2

Edited Question, since it was a duplicate I used Matlab to make a lasso model for my data that has 41 predictors and 1 response variable, and perhaps I used more variables that I need too or maybe some variables are not meaningful since some regression coefficients are 0.

For the non 0 coefficients, I got some that are 0.2, 0.8, 2.7, etc.

I understood that I can interpret that the higher the regression coefficient higher the importance for that respective variable, is there a Metric or a Rule of thumb that say if a regression coefficient is 10/50/100 times lower than the highest regression coefficient we can "reject" or "not consider" that variable, when implementing the model online? or since it gave a non zero value I should stick with that variable no matter what?

Tiago Dias
  • 45
  • 1
  • 4
  • 2
    This issue of feature importance is tricky and is discussed extensively on this site. [This page](https://stats.stackexchange.com/q/202221/28500) has extensive discussion and links to further discussion. As does [this page](https://stats.stackexchange.com/q/202277/28500). Please look over those pages and their links and edit your question to specify any specific statistical issues that are still unclear to you. Also, please edit your question to spell out the meanings of "RR" and "EN" as not all readers will know what you mean by them. – EdM Apr 16 '19 at 14:59
  • 1
    I know of no such rule. – Peter Flom Apr 17 '19 at 11:31
  • @PeterFlom so if it gave a coefficient > 0, I should stick with that variable, no matter the value? – Tiago Dias Apr 17 '19 at 13:37
  • 2
    It's not good, in statistics, to make universal rules for model building. You have to *think* about what you are doing. But you shouldn't reject a variable just because it is non-significant or has a low value. Model building requires thought. – Peter Flom Apr 18 '19 at 11:53

2 Answers2

2

You have to think carefully about "importance" of selected predictors and what "p-values" really mean in LASSO.

Predictor importance

Demonstrations of LASSO can be based on a simulated data set with a small number of predictors associated with outcome and a large number that are not. In that context it works well to find the truly important predictors.
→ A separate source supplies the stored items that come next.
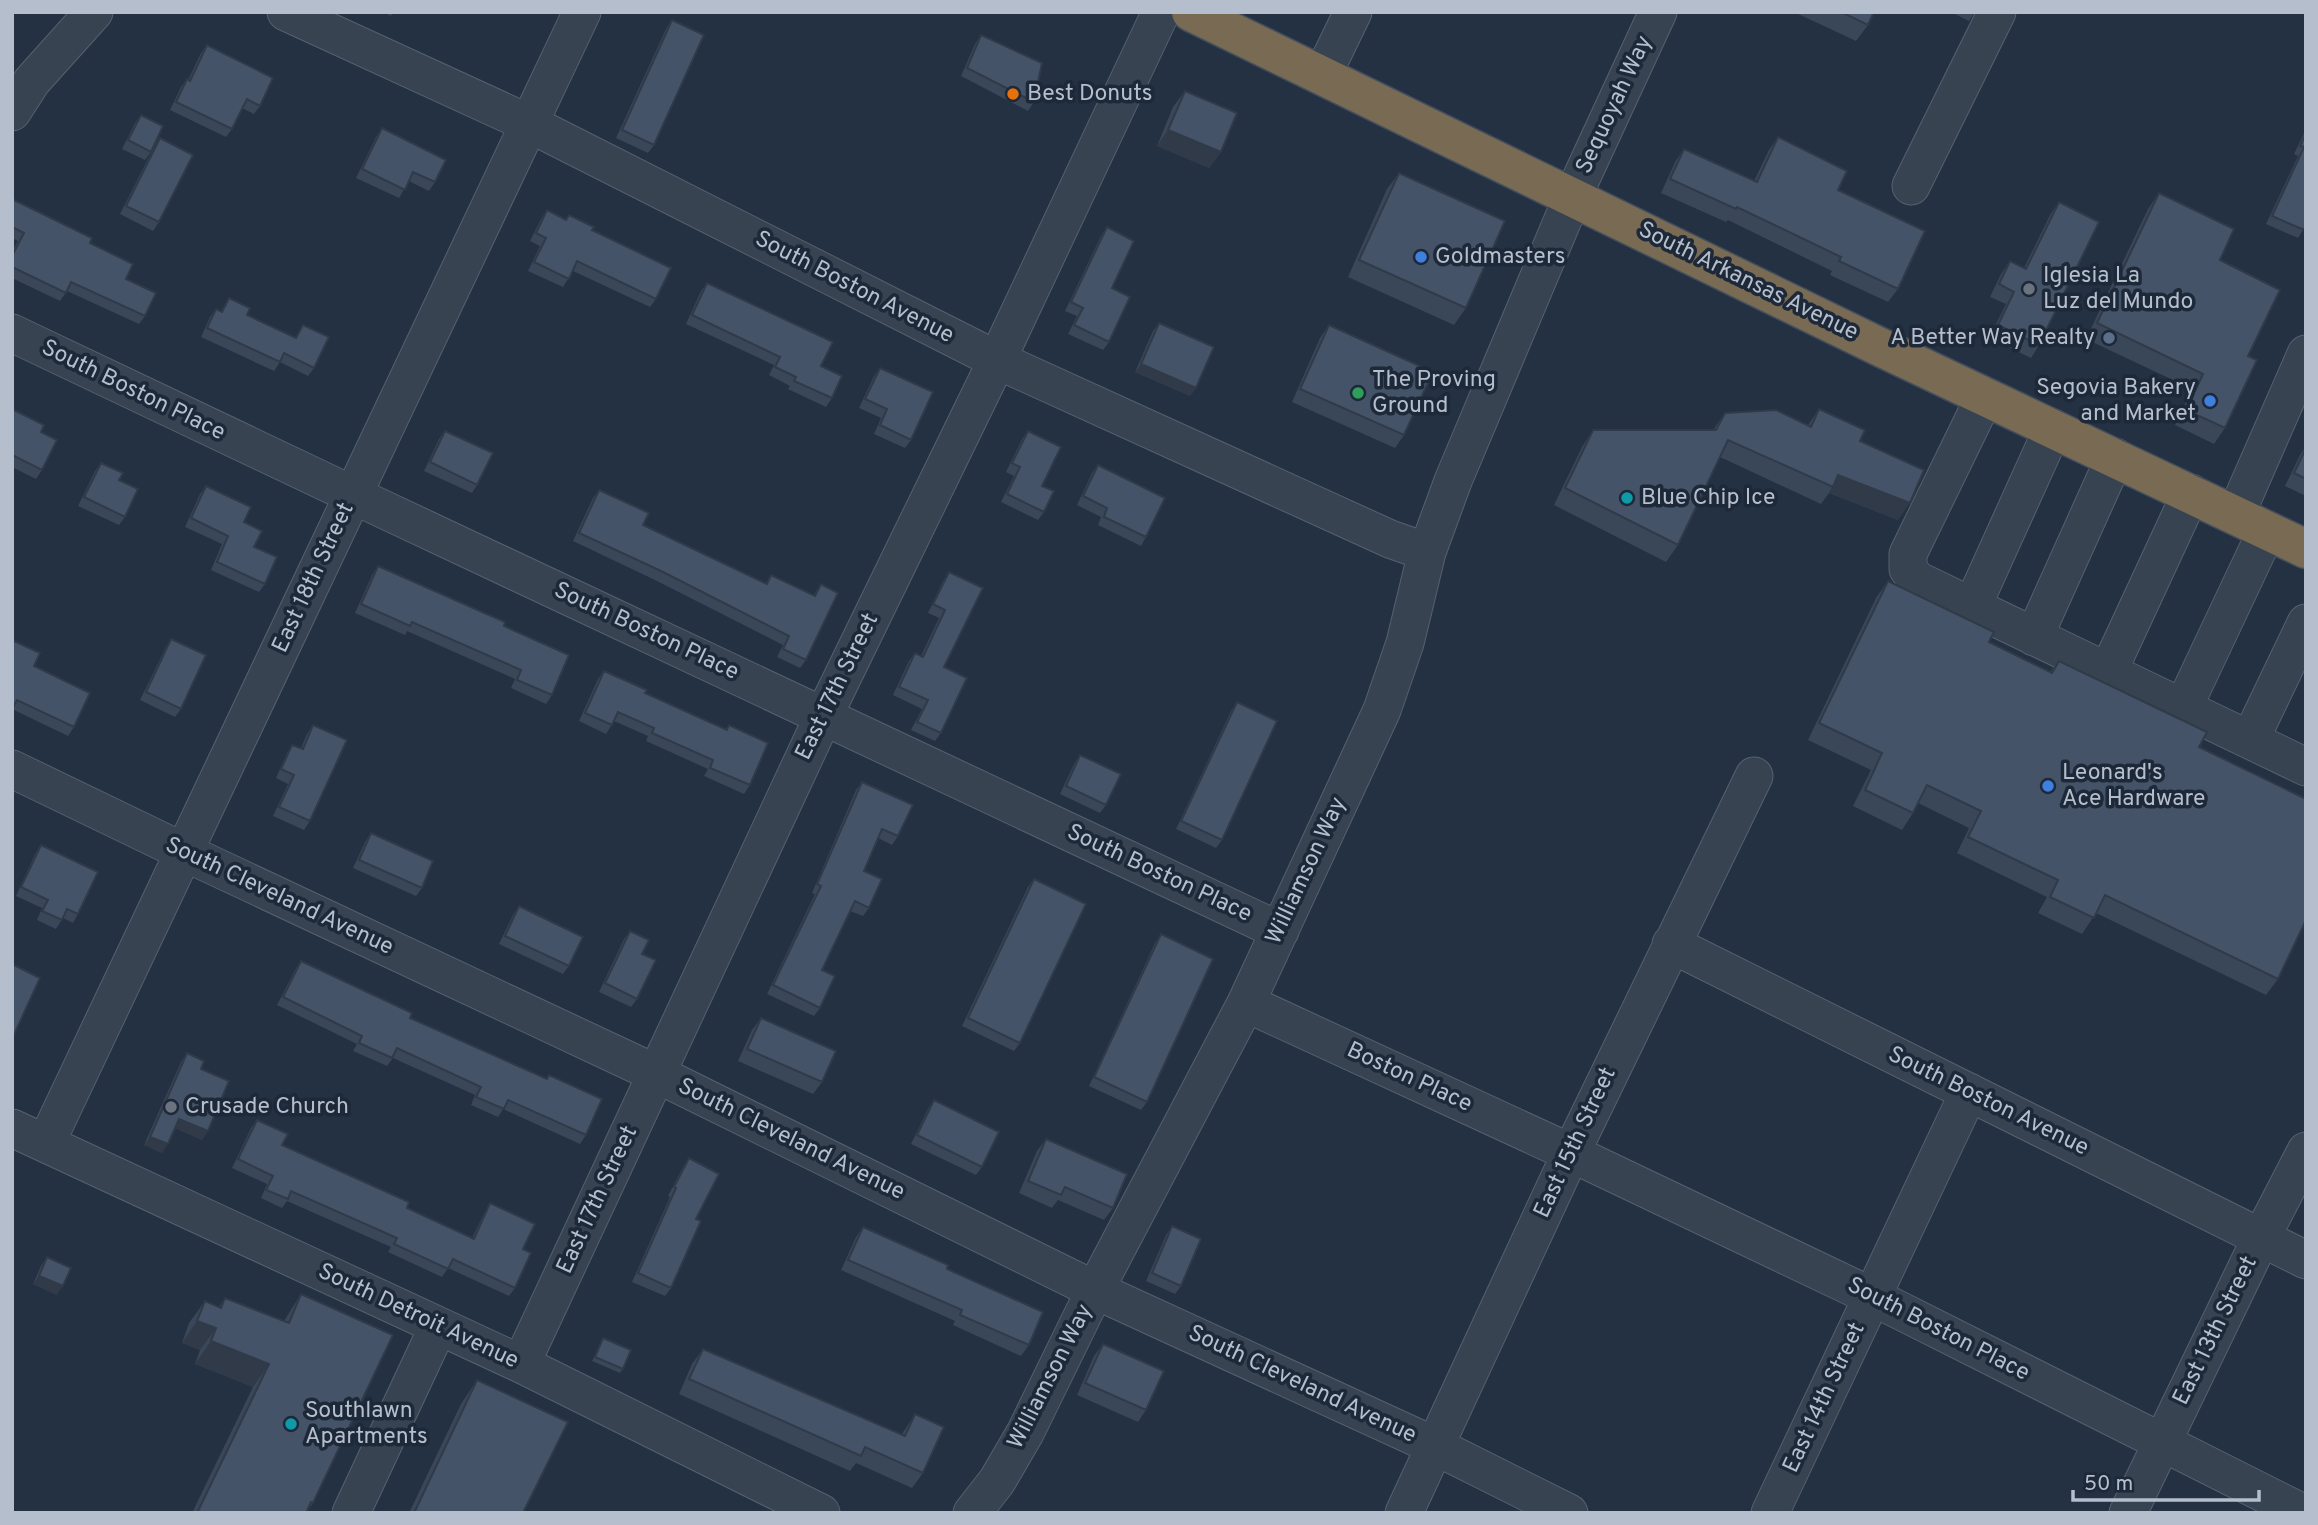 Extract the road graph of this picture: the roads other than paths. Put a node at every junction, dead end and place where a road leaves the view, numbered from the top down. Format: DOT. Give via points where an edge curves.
graph roads {
  1 [pos="94,12"];
  2 [pos="286,12"];
  3 [pos="582,12"];
  4 [pos="1161,12"];
  5 [pos="1191,12"];
  6 [pos="1353,12"];
  7 [pos="1658,12"];
  8 [pos="1997,12"];
  9 [pos="1322,76"];
  10 [pos="12,112"];
  11 [pos="530,124"];
  12 [pos="1911,186"];
  13 [pos="1572,198"];
  14 [pos="12,333"];
  15 [pos="2306,354"];
  16 [pos="997,360"];
  17 [pos="1985,396"];
  18 [pos="2053,428"];
  19 [pos="2115,457"];
  20 [pos="2191,493"];
  21 [pos="352,495"];
  22 [pos="2252,522"];
  23 [pos="2306,549"];
  24 [pos="1427,552"];
  25 [pos="1972,607"];
  26 [pos="2306,623"];
  27 [pos="2034,637"];
  28 [pos="2108,672"];
  29 [pos="2183,708"];
  30 [pos="824,715"];
  31 [pos="2250,740"];
  32 [pos="2306,767"];
  33 [pos="12,769"];
  34 [pos="1754,776"];
  35 [pos="184,852"];
  36 [pos="1280,931"];
  37 [pos="1671,944"];
  38 [pos="1246,1003"];
  39 [pos="657,1074"];
  40 [pos="1969,1092"];
  41 [pos="12,1128"];
  42 [pos="46,1143"];
  43 [pos="2306,1151"];
  44 [pos="1571,1153"];
  45 [pos="2261,1238"];
  46 [pos="2306,1260"];
  47 [pos="1096,1290"];
  48 [pos="1873,1297"];
  49 [pos="438,1327"];
  50 [pos="521,1364"];
  51 [pos="2163,1443"];
  52 [pos="1435,1446"];
  53 [pos="351,1513"];
  54 [pos="821,1513"];
  55 [pos="972,1513"];
  56 [pos="1404,1513"];
  57 [pos="1569,1513"];
  58 [pos="1770,1513"];
  59 [pos="2128,1513"];
  60 [pos="2303,1513"];
  1 -- 10 [label="street" via="32,81"];
  2 -- 11 [label="street, South Boston Avenue"];
  3 -- 11 [label="street, East 18th Street"];
  4 -- 16 [label="street, East 17th Street"];
  5 -- 9 [label="highway, South Arkansas Avenue"];
  6 -- 9 [label="street"];
  7 -- 13 [label="street, Sequoyah Way"];
  8 -- 12 [label="street"];
  9 -- 13 [label="highway, South Arkansas Avenue"];
  11 -- 16 [label="street, South Boston Avenue"];
  11 -- 21 [label="street, East 18th Street"];
  13 -- 17 [label="highway, South Arkansas Avenue"];
  13 -- 24 [label="street, Williamson Way"];
  14 -- 21 [label="street, South Boston Place"];
  15 -- 22 [label="street"];
  16 -- 24 [label="street, South Boston Avenue" via="1390,540"];
  16 -- 30 [label="street, East 17th Street"];
  17 -- 18 [label="highway, South Arkansas Avenue"];
  17 -- 25 [label="street" via="1906,563 1917,580"];
  18 -- 19 [label="highway, South Arkansas Avenue"];
  18 -- 25 [label="street"];
  19 -- 20 [label="highway, South Arkansas Avenue"];
  19 -- 27 [label="street"];
  20 -- 22 [label="highway, South Arkansas Avenue"];
  20 -- 28 [label="street"];
  21 -- 30 [label="street, South Boston Place"];
  21 -- 35 [label="street, East 18th Street"];
  22 -- 23 [label="highway, South Arkansas Avenue"];
  22 -- 29 [label="street"];
  24 -- 36 [label="street, Williamson Way" via="1405,643 1381,710"];
  25 -- 27 [label="street"];
  26 -- 31 [label="street"];
  27 -- 28 [label="street"];
  28 -- 29 [label="street"];
  29 -- 31 [label="street"];
  30 -- 36 [label="street, South Boston Place"];
  30 -- 39 [label="street, East 17th Street"];
  31 -- 32 [label="street"];
  33 -- 35 [label="street, South Cleveland Avenue"];
  34 -- 37 [label="street, East 15th Street"];
  35 -- 39 [label="street, South Cleveland Avenue"];
  35 -- 42 [label="street, East 18th Street"];
  36 -- 38 [label="street, Williamson Way"];
  37 -- 40 [label="street, South Boston Avenue"];
  37 -- 44 [label="street, East 15th Street"];
  38 -- 44 [label="street, Boston Place"];
  38 -- 47 [label="street, Williamson Way"];
  39 -- 47 [label="street, South Cleveland Avenue"];
  39 -- 50 [label="street, East 17th Street"];
  40 -- 45 [label="street, South Boston Avenue"];
  40 -- 48 [label="street, East 14th Street"];
  41 -- 42 [label="street, South Detroit Avenue"];
  42 -- 49 [label="street, South Detroit Avenue"];
  43 -- 45 [label="street, East 13th Street"];
  44 -- 48 [label="street, South Boston Place"];
  44 -- 52 [label="street, East 15th Street"];
  45 -- 46 [label="street, South Boston Avenue"];
  45 -- 51 [label="street, East 13th Street"];
  47 -- 52 [label="street, South Cleveland Avenue"];
  47 -- 55 [label="street, Williamson Way" via="1025,1433"];
  48 -- 51 [label="street, South Boston Place"];
  48 -- 58 [label="street, East 14th Street"];
  49 -- 50 [label="street, South Detroit Avenue"];
  49 -- 53 [label="street"];
  50 -- 54 [label="street, South Detroit Avenue"];
  51 -- 59 [label="street, East 13th Street"];
  51 -- 60 [label="street, South Boston Place"];
  52 -- 56 [label="street, East 15th Street"];
  52 -- 57 [label="street, South Cleveland Avenue"];
}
But in real-world applications, with multiple predictors that are correlated with each other, the choice of "important" predictors will vary from sample to sample from the same population. The variability in "importance" among predictors you saw among re-samples of your data, and that forms the basis of the stability selection method recommended in the answer by @Edgar, should lead to some questions about what "importance" of individual predictors means when there are multiple correlated predictors related to outcome.
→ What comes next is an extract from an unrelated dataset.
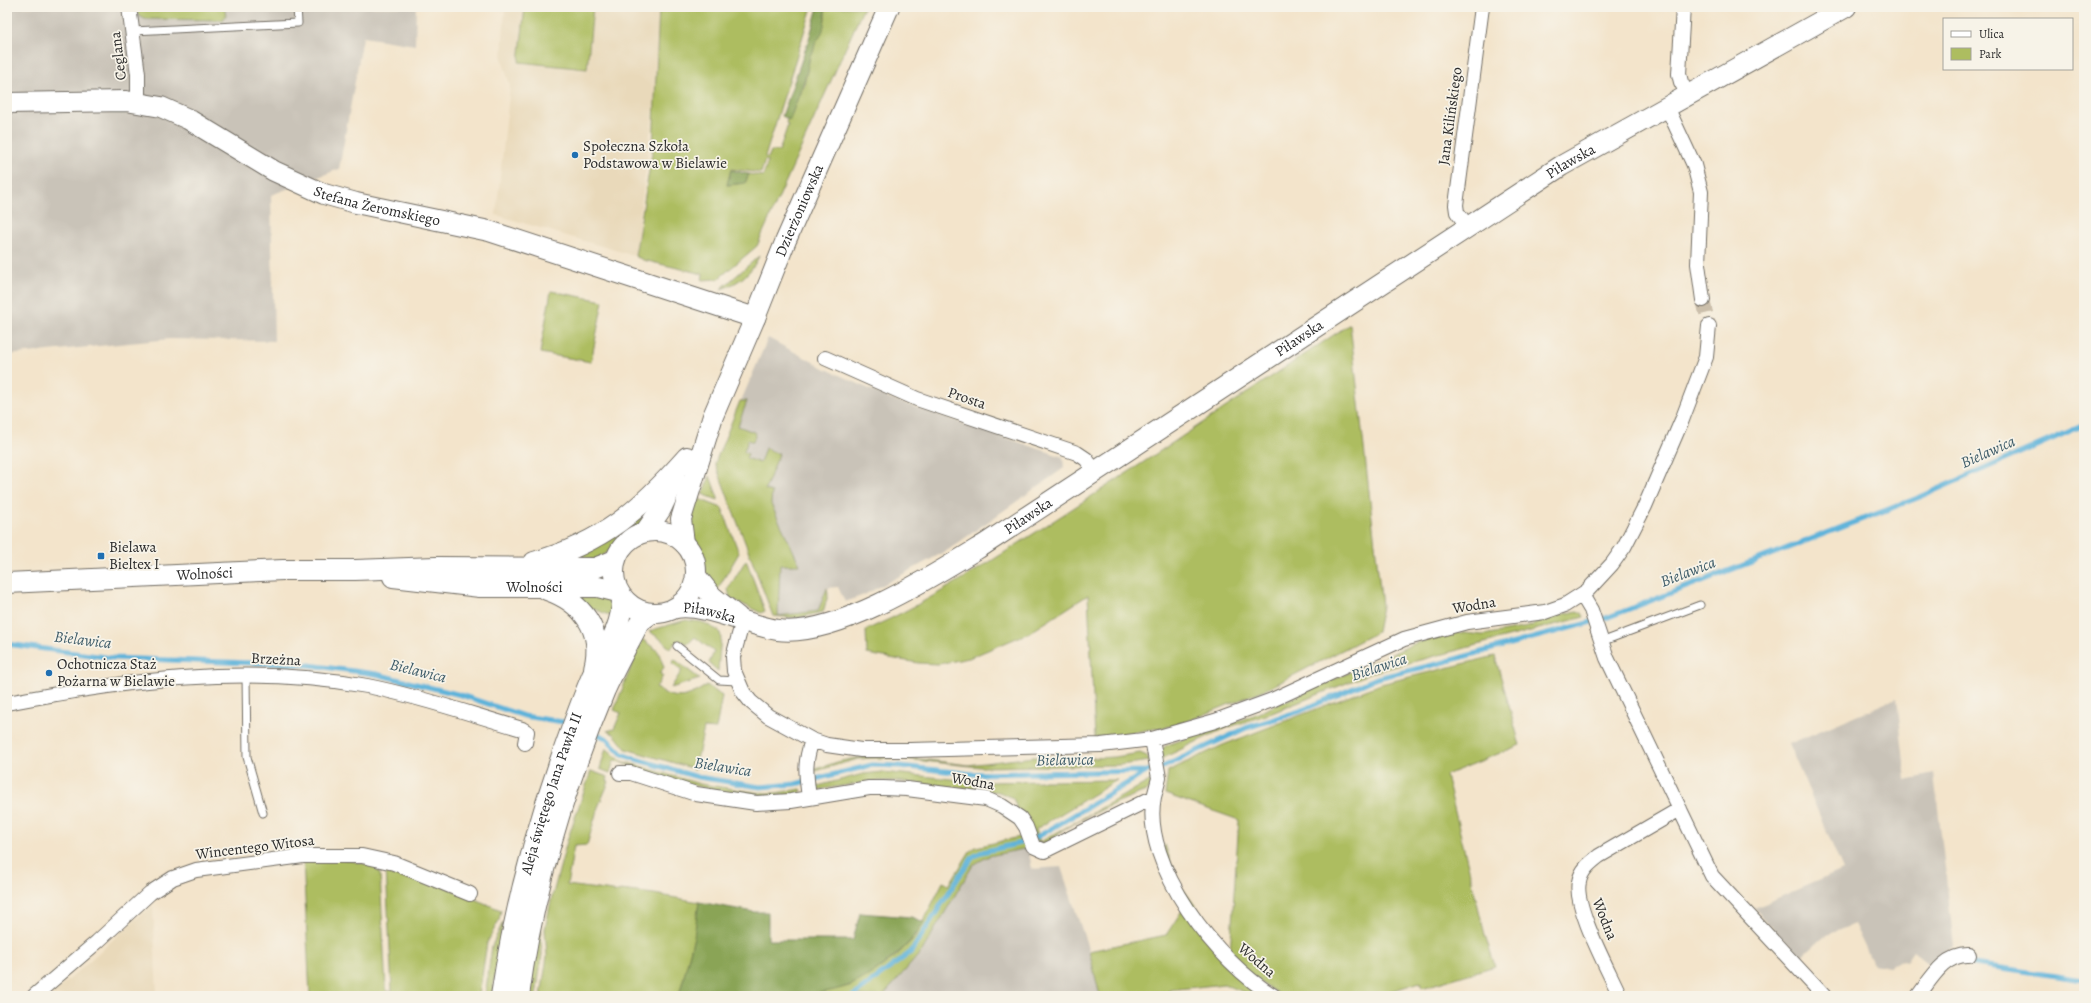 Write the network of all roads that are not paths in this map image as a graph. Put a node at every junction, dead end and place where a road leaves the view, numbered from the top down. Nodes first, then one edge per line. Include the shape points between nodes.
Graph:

Even when LASSO returns a value of 0 for a predictor's coefficient (as it is designed to do), that doesn't mean it's "not meaningful"; it just means that it didn't add enough to the model to matter for your particular sample and sample size. The predictors that were selected might be important within your particular data sample, but that doesn't mean they are the most important in any fundamental sense in the overall population and they certainly can't be interpreted to have causal effects on outcome.

Your particular approach based on ranking of coefficient values is potentially dangerous, depending on how it is done. Predictors are typically standardized before LASSO so that differences in measurement scales don't differentially affect the penalization of the coefficients. But some software then re-scales the coefficients to the original measurement scales. So at the least you have to be careful about whether you are ranking coefficients for standardized or for re-scaled predictors. You don't want the importance of a predictor having a length value to differ depending on whether you measured it in millimeters or miles.

LASSO p-values

In many applications, the most important issue with LASSO is how well the model works for prediction. A strength of LASSO is that, even with its potentially unstable selection among correlated predictors, models can work quite well in practice for prediction. In that context, p-values for individual coefficients are of little interest.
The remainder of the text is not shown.